The highly anticipated push for comprehensive digital asset regulation has hit another procedural wall. The Digital Asset Market Clarity Act, widely known as the CLARITY Act, was expected to face a crucial procedural hurdle this month. Instead, the Senate Banking Committee has officially delayed the markup of this landmark crypto market structure bill until May. As internal negotiations over stablecoin yields and decentralized finance exemptions drag on, frustration is bubbling over. Industry advocates are mounting a fierce campaign to force lawmakers back to the table before the legislative calendar closes.

Stablecoin Yields Stall the Crypto Market Structure Bill

While the CLARITY Act cleared the House in July 2025 with an overwhelming 294-134 bipartisan vote, its momentum has effectively frozen in the upper chamber. Senator Thom Tillis recently confirmed that the Senate Banking Committee will not advance the legislation in April, citing the need for additional time to broker a compromise on one of the most contentious issues: stablecoin rewards.

Traditional banks view interest-bearing stablecoins as an existential competitive threat. Lobbying groups warn that allowing crypto platforms to offer passive yield on dollar-pegged assets could trigger massive deposit flight from community banks. The market's sensitivity to this issue is profound; when draft texts circulated recently suggesting a complete ban on passive yield, major stablecoin issuers saw immediate and severe market reactions.

To appease the banking sector, recent iterations of U.S. crypto legislation 2026 explored banning passive stablecoin interest entirely while tentatively allowing activity-based rewards. However, a recent White House Council of Economic Advisers report challenged the traditional banking narrative, suggesting the actual risk of deposit flight is significantly lower than bank lobbyists claim. This revelation has emboldened crypto advocates, making a rapid compromise even more difficult.

Clarifying SEC vs CFTC Jurisdiction

At the heart of the Digital Asset Market Clarity Act is a framework designed to end years of regulation by enforcement. The legislation finally draws a bright statutory line regarding SEC vs CFTC jurisdiction, a dynamic that has plagued digital asset innovators for nearly a decade.

Under the proposed text, decentralized tokens that meet specific network thresholds would be explicitly classified as digital commodities. These assets would fall squarely under the oversight of the Commodity Futures Trading Commission (CFTC). Conversely, digital assets tied tightly to a central managing entity would remain categorized as investment contracts under the Securities and Exchange Commission (SEC).

Protecting DeFi and Software Developers

Beyond broad agency jurisdiction, the crypto market structure bill introduces crucial safe harbors for non-custodial software developers. Specific provisions in the legislation ensure that engineers writing code for self-custody wallets, validating transactions, or maintaining open-source decentralized finance (DeFi) protocols are not treated as financial intermediaries. By focusing regulatory obligations on entities that maintain actual custody of user funds rather than the developers writing the code, the bill aims to keep blockchain innovation firmly rooted in the United States.

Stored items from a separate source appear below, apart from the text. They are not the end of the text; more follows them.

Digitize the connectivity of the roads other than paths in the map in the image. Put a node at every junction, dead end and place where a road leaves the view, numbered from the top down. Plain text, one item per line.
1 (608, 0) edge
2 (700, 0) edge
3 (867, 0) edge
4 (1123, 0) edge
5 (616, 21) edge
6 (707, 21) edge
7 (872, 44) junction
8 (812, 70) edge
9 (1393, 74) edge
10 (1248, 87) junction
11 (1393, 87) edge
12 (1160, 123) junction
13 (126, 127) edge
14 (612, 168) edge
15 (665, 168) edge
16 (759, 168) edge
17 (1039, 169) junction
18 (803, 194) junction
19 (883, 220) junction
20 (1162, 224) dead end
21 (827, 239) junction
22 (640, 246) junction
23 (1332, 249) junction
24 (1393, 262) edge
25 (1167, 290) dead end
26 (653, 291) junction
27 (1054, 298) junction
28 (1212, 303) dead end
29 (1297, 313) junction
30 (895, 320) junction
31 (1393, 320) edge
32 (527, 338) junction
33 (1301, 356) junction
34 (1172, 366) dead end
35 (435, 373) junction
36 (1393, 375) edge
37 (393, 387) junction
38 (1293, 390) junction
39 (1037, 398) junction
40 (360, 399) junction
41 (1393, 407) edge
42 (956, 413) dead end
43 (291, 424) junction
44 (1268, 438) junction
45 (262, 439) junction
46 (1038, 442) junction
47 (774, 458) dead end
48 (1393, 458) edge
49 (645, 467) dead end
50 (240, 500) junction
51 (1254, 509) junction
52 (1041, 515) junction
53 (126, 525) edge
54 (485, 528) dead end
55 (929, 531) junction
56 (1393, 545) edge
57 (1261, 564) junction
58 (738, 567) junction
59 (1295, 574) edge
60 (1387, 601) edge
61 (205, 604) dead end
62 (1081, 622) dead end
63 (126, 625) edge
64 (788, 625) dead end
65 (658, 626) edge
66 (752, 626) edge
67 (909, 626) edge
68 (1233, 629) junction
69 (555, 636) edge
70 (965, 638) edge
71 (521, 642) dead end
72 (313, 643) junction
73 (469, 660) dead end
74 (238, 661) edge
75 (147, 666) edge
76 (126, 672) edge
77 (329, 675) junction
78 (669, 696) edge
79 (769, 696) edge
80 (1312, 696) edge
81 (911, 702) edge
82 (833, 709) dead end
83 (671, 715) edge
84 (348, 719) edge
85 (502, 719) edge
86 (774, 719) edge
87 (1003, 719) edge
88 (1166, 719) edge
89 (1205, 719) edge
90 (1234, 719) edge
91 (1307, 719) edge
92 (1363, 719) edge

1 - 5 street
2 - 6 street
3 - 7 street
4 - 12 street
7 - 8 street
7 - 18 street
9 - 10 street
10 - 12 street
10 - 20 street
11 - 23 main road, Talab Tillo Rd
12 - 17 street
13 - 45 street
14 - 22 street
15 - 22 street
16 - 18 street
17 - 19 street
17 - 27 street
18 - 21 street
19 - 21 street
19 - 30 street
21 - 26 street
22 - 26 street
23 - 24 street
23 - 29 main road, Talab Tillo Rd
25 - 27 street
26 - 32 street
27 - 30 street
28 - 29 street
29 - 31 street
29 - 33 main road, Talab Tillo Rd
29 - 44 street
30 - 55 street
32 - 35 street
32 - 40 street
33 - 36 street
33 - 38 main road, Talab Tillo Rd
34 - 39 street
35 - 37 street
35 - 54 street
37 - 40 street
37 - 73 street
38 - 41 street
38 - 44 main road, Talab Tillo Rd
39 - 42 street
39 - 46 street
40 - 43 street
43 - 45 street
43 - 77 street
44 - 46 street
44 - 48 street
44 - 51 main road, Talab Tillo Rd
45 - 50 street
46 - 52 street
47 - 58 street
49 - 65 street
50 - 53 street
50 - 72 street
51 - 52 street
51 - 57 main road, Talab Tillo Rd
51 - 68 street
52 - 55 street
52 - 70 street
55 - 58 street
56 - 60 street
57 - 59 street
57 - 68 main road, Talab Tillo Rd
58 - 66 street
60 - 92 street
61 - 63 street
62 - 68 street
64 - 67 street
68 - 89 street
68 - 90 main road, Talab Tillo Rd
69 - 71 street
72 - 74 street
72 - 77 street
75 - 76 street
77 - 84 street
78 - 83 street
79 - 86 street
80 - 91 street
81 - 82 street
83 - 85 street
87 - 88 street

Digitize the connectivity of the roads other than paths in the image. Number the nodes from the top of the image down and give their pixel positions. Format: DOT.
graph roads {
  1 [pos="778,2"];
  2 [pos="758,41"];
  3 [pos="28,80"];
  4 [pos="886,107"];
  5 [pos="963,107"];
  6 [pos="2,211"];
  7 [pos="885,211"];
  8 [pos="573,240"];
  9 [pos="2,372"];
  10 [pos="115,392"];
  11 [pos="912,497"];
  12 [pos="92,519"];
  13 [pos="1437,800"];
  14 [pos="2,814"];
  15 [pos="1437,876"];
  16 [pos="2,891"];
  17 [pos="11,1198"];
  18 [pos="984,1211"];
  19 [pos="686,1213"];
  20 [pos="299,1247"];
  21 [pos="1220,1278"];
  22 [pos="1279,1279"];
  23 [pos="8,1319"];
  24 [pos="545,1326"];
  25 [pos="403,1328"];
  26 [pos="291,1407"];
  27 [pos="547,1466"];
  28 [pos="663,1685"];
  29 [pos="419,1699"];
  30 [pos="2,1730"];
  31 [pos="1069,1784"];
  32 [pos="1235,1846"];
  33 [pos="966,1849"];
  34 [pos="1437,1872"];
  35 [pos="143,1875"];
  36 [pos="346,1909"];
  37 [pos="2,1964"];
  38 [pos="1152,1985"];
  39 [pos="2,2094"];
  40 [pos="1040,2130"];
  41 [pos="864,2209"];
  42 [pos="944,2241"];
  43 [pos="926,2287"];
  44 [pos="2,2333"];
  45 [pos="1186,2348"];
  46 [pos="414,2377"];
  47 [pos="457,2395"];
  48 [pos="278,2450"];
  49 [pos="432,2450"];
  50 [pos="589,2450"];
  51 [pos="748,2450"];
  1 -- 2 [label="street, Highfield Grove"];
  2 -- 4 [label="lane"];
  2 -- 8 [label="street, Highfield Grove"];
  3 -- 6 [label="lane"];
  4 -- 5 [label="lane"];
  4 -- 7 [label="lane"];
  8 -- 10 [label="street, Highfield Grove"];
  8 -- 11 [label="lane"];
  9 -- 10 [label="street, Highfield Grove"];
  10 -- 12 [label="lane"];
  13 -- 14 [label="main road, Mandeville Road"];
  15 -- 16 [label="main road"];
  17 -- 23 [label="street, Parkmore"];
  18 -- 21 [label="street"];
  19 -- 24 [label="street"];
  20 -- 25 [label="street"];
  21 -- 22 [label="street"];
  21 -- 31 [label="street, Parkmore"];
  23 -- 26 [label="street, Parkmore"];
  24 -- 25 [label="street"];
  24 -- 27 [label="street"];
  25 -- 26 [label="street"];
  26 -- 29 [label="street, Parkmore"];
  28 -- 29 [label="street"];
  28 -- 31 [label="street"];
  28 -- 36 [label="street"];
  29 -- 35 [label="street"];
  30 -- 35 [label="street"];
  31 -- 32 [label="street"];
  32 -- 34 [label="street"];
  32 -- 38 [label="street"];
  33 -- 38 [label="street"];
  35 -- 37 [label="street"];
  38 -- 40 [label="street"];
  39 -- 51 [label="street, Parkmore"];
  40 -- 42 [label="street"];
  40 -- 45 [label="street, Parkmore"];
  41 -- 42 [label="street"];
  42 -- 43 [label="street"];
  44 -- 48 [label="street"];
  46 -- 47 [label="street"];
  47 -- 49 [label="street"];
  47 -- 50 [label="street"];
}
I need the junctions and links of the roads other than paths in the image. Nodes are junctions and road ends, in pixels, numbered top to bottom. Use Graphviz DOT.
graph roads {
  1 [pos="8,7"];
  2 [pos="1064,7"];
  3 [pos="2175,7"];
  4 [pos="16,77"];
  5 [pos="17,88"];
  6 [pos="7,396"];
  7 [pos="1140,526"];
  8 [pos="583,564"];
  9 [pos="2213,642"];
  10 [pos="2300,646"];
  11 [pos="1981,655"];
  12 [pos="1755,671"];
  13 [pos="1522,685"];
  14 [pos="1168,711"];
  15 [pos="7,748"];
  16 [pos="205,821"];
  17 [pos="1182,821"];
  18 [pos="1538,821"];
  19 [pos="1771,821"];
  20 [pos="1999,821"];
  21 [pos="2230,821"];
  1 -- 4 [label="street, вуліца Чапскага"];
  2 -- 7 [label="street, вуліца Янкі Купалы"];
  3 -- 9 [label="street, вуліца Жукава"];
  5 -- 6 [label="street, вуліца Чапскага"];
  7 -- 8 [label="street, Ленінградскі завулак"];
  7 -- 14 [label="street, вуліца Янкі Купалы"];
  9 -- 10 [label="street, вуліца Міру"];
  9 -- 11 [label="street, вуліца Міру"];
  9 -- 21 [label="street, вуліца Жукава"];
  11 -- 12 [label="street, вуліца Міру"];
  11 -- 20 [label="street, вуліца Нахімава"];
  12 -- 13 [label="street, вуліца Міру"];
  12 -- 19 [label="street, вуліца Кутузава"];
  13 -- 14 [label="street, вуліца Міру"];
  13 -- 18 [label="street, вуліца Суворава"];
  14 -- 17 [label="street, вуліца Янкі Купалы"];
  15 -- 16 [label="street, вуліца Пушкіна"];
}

The Digital Chamber and Industry Leaders Ramp Up Pressure

With the markup window narrowing, digital asset advocates are shifting from backroom negotiations to public demands. On April 20, Cody Carbone, CEO of The Digital Chamber, delivered a formal letter to Senate Banking Committee Chairman Tim Scott and Ranking Member Elizabeth Warren. The message was unambiguous: advance the legislation immediately.

Carbone emphasized that passing the Digital Asset Market Clarity Act is essential for the 70 million Americans currently holding digital assets. The Digital Chamber's pressure campaign aligns seamlessly with broader administration goals. Treasury Secretary Scott Bessent recently framed the regulatory limbo as a severe vulnerability, warning that continuous delays are driving highly skilled blockchain talent to offshore hubs like Singapore and the United Arab Emirates.

Other industry heavyweights remain cautiously optimistic. Leading exchange executives have predicted that despite the April setback, a breakthrough could still materialize. If the committee can agree on finalized stablecoin language, a full Senate floor vote could happen as early as May.

The Shrinking Window for U.S. Crypto Legislation 2026

Lawmakers face a brutal mathematical reality. The Senate has a notoriously rigid schedule, and procedural rules require finalized bill text to be available at least 48 hours before any markup session can begin. If Chairman Tim Scott cannot secure a consensus text and schedule a committee vote by mid-May, the CLARITY Act risks losing its place in the legislative queue.

The Midterm Election Threat

The impending 2026 midterm elections will soon dominate the Congressional calendar, effectively shutting down complex bipartisan negotiations. Missing the May deadline would likely sideline the bill until 2027 or beyond, subjecting the industry to another multi-year cycle of unpredictable enforcement actions and legal ambiguity.

For now, the entire digital asset ecosystem is watching Washington closely. The substantive disputes between traditional finance and crypto innovators have narrowed significantly, but the final procedural hurdles remain the hardest to clear. The coming weeks will determine whether the United States finally adopts a coherent crypto framework or allows political gridlock to stall progress once again.